▶ **Action item**
Your answer should be a single number: how many lines in the data below hold the string "Eagle".
****
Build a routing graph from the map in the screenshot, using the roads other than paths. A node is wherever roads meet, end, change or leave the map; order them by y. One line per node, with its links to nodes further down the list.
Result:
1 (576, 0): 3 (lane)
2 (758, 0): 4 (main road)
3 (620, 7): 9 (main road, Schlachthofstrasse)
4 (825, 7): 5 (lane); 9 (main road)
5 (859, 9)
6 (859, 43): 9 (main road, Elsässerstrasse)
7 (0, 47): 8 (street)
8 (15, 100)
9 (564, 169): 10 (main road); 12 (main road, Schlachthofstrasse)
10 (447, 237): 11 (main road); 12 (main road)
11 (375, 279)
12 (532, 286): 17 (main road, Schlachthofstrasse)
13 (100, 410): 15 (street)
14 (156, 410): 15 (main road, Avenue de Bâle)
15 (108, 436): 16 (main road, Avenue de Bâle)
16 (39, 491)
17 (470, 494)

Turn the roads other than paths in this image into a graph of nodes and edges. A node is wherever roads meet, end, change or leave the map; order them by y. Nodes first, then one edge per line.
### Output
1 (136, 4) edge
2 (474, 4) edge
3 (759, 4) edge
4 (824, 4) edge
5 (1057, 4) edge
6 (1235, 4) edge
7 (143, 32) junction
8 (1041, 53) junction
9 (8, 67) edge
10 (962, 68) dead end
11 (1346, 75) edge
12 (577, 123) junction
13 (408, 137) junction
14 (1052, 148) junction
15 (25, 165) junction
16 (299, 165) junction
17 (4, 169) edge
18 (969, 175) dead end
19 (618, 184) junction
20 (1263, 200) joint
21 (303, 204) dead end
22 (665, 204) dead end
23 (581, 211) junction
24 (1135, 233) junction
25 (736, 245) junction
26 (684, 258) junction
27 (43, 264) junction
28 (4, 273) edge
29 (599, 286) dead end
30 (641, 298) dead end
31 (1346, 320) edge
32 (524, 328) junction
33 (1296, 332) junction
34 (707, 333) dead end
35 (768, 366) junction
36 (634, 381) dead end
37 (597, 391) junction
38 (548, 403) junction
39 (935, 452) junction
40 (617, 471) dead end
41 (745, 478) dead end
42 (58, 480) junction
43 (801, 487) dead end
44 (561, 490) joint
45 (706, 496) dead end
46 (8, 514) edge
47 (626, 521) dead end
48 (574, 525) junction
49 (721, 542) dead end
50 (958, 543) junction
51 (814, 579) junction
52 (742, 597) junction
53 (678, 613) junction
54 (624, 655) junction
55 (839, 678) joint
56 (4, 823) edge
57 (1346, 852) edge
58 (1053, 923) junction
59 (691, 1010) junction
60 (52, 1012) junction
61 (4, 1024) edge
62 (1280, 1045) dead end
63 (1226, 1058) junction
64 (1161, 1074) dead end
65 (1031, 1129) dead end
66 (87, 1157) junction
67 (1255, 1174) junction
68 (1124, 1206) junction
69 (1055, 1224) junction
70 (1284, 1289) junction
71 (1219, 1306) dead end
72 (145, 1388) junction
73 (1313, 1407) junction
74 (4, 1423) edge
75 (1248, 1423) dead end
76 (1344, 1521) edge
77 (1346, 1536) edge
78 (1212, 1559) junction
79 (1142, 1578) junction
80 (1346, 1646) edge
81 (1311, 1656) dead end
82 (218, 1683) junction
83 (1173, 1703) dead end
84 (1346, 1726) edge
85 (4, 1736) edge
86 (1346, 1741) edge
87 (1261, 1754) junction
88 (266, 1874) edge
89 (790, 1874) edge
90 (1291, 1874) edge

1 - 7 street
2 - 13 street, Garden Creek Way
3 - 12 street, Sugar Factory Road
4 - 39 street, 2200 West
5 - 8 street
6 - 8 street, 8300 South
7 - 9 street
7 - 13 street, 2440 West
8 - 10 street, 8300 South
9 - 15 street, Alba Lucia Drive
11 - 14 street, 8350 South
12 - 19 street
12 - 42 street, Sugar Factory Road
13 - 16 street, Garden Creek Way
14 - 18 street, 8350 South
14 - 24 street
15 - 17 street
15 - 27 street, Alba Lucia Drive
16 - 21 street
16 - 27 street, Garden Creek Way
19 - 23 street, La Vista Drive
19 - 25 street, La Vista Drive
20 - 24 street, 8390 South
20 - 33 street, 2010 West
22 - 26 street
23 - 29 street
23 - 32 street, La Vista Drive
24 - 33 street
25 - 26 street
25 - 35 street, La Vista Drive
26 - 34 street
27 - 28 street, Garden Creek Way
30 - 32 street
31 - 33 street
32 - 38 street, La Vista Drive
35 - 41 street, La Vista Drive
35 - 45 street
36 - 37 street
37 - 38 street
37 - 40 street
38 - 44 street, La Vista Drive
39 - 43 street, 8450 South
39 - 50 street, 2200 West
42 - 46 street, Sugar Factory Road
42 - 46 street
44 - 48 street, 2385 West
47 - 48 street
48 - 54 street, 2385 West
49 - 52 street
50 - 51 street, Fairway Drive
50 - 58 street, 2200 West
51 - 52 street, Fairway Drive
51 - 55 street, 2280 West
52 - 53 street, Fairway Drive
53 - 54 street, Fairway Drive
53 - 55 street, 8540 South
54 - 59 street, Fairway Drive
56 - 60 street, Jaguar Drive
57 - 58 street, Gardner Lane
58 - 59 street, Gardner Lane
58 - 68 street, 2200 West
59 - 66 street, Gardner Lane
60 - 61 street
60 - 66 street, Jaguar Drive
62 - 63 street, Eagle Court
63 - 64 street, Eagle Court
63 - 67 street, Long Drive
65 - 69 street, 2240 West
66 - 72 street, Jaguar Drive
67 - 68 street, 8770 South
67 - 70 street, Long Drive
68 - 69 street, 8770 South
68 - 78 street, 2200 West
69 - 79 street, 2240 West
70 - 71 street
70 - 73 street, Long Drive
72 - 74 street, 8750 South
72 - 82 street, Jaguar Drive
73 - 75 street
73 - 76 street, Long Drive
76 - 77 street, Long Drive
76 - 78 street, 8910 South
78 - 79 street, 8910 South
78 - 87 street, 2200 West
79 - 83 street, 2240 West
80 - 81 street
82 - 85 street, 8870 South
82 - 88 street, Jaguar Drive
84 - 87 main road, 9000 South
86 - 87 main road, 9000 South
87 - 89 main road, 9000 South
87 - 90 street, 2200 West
****
▶ **Written solution**
2